--- REQUIRED ACTION ---
Pull from the data below each line where the word "Drive" occurs, and copy it.
━━ DATA SUPPLIED ━━
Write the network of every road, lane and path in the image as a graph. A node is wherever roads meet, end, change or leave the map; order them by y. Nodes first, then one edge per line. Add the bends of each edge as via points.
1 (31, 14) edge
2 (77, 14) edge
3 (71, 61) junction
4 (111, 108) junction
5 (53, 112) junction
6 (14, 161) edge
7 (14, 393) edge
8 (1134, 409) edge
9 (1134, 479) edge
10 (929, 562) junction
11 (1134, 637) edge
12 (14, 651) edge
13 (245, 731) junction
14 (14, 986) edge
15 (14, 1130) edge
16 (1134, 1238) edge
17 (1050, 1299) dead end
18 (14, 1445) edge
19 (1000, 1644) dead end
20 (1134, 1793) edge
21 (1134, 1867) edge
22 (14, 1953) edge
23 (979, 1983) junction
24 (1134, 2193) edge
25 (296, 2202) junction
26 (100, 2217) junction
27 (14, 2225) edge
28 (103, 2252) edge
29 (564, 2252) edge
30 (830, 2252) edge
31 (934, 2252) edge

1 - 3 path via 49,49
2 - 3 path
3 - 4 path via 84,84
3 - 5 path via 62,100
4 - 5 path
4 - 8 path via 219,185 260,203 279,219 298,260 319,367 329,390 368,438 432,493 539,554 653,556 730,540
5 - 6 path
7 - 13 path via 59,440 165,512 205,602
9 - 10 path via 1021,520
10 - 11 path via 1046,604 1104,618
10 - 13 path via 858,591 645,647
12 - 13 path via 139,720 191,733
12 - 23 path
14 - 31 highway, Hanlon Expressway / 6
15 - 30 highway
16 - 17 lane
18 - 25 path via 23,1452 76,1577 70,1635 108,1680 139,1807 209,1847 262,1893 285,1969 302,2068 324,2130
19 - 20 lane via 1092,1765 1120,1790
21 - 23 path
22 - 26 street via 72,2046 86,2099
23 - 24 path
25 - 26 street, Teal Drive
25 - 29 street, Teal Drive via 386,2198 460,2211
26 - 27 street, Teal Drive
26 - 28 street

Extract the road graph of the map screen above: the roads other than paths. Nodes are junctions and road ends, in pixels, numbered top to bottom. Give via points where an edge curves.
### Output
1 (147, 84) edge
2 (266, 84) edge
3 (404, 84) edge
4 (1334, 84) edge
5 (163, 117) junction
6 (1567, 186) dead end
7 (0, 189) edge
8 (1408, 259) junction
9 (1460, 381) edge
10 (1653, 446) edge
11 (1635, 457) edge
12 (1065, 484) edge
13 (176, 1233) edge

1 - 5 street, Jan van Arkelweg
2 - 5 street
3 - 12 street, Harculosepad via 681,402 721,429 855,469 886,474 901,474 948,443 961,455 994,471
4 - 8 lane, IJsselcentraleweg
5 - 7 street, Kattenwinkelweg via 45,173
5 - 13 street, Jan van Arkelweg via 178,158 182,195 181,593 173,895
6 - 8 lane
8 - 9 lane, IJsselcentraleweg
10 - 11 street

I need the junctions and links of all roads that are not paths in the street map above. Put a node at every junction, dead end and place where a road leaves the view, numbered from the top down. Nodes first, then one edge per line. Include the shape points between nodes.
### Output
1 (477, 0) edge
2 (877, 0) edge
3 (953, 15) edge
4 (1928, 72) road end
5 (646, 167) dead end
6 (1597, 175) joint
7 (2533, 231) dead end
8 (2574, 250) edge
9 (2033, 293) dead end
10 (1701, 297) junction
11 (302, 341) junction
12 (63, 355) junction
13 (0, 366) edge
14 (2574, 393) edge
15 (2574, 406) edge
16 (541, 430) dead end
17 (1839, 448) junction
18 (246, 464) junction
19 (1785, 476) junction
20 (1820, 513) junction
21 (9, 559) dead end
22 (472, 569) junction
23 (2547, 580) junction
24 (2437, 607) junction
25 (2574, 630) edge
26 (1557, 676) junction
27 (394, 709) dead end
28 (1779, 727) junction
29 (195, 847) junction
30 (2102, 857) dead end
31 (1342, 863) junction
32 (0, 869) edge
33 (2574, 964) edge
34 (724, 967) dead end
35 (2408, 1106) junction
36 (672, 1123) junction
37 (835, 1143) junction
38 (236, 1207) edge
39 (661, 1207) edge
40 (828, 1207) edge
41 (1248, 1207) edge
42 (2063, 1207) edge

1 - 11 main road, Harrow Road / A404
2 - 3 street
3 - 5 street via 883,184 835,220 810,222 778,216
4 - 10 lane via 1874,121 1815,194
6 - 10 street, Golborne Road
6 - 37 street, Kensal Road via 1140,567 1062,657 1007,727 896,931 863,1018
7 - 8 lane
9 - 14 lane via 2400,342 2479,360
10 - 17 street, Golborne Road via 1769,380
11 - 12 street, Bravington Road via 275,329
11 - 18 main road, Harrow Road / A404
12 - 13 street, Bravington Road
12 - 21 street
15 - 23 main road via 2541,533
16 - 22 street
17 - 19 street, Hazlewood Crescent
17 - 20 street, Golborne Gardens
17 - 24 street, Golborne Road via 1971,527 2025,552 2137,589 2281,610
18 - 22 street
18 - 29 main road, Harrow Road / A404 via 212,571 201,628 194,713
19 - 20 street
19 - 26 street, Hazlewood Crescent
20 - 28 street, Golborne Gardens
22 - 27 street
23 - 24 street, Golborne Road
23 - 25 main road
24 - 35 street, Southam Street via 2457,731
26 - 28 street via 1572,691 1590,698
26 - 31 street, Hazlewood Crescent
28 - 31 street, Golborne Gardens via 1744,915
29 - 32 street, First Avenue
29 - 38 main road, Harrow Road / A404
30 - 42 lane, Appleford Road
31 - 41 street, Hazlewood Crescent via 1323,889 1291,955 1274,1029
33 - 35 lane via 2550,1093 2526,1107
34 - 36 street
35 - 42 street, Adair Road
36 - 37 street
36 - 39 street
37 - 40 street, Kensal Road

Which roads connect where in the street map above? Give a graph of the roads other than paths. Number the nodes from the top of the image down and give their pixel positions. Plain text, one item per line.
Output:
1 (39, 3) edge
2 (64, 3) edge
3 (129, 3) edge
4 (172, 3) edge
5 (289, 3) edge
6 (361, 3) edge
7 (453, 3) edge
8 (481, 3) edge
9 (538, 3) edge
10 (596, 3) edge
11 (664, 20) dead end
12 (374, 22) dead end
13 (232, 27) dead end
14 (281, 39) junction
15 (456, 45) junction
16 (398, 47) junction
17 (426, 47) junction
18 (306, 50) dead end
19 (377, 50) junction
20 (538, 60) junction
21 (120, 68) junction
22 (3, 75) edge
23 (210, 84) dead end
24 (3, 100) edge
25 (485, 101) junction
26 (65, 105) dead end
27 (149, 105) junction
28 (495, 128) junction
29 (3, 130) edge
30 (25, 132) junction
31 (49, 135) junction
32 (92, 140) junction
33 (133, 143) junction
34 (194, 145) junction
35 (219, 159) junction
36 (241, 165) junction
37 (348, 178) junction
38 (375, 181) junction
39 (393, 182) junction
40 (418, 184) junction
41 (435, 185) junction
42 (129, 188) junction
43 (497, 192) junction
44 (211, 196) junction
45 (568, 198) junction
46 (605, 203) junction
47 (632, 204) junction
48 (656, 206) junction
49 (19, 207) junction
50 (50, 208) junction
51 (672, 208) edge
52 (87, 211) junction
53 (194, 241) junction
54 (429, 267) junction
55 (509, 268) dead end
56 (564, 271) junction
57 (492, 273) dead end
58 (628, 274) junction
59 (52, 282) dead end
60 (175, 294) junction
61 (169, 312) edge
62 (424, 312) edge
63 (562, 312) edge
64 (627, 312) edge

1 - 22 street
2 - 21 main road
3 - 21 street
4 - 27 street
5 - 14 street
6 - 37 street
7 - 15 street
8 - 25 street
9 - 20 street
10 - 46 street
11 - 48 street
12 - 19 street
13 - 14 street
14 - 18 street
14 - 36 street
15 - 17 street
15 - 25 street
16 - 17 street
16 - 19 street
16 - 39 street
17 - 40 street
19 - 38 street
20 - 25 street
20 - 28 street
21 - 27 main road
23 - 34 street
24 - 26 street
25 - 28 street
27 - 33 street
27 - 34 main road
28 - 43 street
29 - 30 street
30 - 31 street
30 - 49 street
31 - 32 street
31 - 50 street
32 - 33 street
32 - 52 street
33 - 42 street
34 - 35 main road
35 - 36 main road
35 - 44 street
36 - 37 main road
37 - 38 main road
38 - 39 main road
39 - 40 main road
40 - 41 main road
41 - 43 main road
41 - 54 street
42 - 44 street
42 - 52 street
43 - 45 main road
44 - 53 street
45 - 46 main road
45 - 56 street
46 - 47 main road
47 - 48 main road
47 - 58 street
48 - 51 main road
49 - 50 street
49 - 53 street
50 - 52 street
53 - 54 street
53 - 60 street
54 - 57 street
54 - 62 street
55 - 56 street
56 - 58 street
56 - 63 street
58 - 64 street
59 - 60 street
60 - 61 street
━━━
--- RESPONSE AREA ---
25 - 26 street, Teal Drive
25 - 29 street, Teal Drive via 386,2198 460,2211
26 - 27 street, Teal Drive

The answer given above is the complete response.